The Kyoto Treaty also led signatory countries to set industry targets. The airline industry, for instance, has had its own goals from their outset. Let us illustratively set a target of 2 million tons per year. In the case of Europe, if Alitalia generated 3 million greenhouse gas emissions (i.e. 1 million above the annual target of 2), the company would be forced by the European regulator to buy one million CO2 certificates, or “allowances” (or “permits” to generate greenhouse gas emissions), in organized carbon exchanges in Europe. In other words, if Alitalia exceeds the target emissions per limit, there would be a financial cost due to its extra emissions. Since the “allowance” currently costs$25, Alitalia would have a financial cost of $25 million, due to the greenhouse gas emissions of 1 million tons over the target set by Europe.

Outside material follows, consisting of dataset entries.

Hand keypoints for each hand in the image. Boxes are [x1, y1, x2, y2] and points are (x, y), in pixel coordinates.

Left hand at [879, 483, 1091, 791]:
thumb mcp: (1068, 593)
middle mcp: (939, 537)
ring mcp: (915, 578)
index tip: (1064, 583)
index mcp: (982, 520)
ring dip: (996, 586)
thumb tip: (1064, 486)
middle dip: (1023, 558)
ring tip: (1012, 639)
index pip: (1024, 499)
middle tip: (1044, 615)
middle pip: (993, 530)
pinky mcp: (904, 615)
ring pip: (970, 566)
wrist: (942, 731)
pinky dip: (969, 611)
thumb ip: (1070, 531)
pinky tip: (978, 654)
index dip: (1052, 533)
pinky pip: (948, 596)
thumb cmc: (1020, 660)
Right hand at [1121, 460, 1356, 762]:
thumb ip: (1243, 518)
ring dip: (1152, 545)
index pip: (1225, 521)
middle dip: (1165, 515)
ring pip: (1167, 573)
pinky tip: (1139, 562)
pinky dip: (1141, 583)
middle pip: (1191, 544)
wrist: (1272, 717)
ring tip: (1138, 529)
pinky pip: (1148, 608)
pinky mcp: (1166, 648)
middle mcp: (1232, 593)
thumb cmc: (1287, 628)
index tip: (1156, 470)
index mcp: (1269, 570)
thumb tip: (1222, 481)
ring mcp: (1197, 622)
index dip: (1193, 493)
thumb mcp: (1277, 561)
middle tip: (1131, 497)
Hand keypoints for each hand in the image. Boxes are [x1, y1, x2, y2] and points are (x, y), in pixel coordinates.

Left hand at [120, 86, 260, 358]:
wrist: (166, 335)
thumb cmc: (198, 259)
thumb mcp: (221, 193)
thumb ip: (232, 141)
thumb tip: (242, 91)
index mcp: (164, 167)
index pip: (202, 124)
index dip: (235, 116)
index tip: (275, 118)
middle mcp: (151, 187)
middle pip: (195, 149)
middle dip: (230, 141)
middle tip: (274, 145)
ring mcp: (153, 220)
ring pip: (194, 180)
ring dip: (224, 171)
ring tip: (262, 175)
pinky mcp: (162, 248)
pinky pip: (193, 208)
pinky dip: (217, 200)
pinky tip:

In contrast, if another European company like Lufthansa emitted 1 million less than the target in the same year, the company would have a financial benefit by certifying the issuance of one million “allowances” that can be sold in the market. Lufthansa would therefore be rewarded $25 million for its greater efficiency. In other words, the system creates an incentive for the companies to reduce their emissions (because they have a higher cost for pollution above the target and it hurts their finances) and companies that emit less have an incentive to continue researching and maintaining their best environmental practices. This is how current regulated markets work, such as the ETS (Emission Trading System) in Europe and the ETS in Chinese provinces. Brazil’s CBIO, the regulated market for ethanol carbon credits, is an example of “cap and trade” and could potentially become the embryo of a broader regulated market in Brazil.
CAP & TRADE: ETS (emission trading system) — EU, CBIO
Two other carbon instruments that exist are: (1) Carbon Taxes, and (2) voluntary credits.
The first, Carbon Taxes, are used in countries with a greater presence of the State in the economy and a greater culture of social democracy, such as Scandinavian countries and France. Experts believe (and I agree) that the “carbon tax” is less efficient than the “cap and trade” market system, because the carbon price can get set too high or too low, as it is arbitrarily determined by the government or regulator. It can end up burdening the industries in an unnecessarily high manner and causing an excessively harmful economic impact. There is also a risk that the price will be set at a very low level, and that it will not lead to an incentive high enough for companies to reduce their greenhouse gas emissions.
Carbon Tax (Scandinavia, France)
We must remember that the distribution of these resources across the economy may also end up being arbitrary and political. The government can decide to spend this tax revenue on health, education, part of it can disappear via corruption — in short, this money can be distributed inefficiently, and it may not end up being used in developing new technologies or encouraging new ways of cleaner production, as in the case of “cap and trade” systems.